● **Material provided**
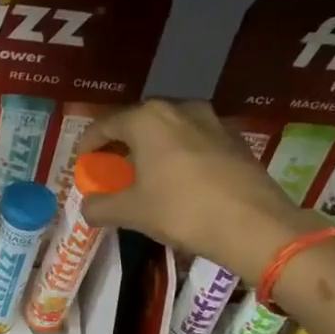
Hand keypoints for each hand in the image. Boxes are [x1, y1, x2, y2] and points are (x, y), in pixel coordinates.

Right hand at [78, 100, 325, 275]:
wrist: (253, 224)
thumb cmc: (181, 210)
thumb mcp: (131, 212)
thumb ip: (101, 206)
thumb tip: (86, 208)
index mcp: (148, 120)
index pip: (106, 124)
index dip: (89, 143)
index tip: (82, 161)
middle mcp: (179, 109)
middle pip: (139, 122)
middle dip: (121, 144)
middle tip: (111, 167)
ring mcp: (212, 121)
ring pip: (170, 130)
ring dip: (152, 147)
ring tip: (145, 173)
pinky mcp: (235, 140)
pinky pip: (194, 141)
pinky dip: (178, 155)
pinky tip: (178, 180)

● **Assignment**
Copy the lines above exactly, beginning at the line that has "index tip: (82, 161)" and stopping after the line that has "pinky pip: (194, 141)", and omit the rest.

● **Answer box**
index tip: (82, 161)
middle mcp: (179, 109)
middle pip: (139, 122)
middle dip: (121, 144)
middle tip: (111, 167)
ring mcp: (212, 121)
ring pip: (170, 130)
ring dip: (152, 147)
ring tip: (145, 173)
pinky mcp: (235, 140)
pinky pip: (194, 141)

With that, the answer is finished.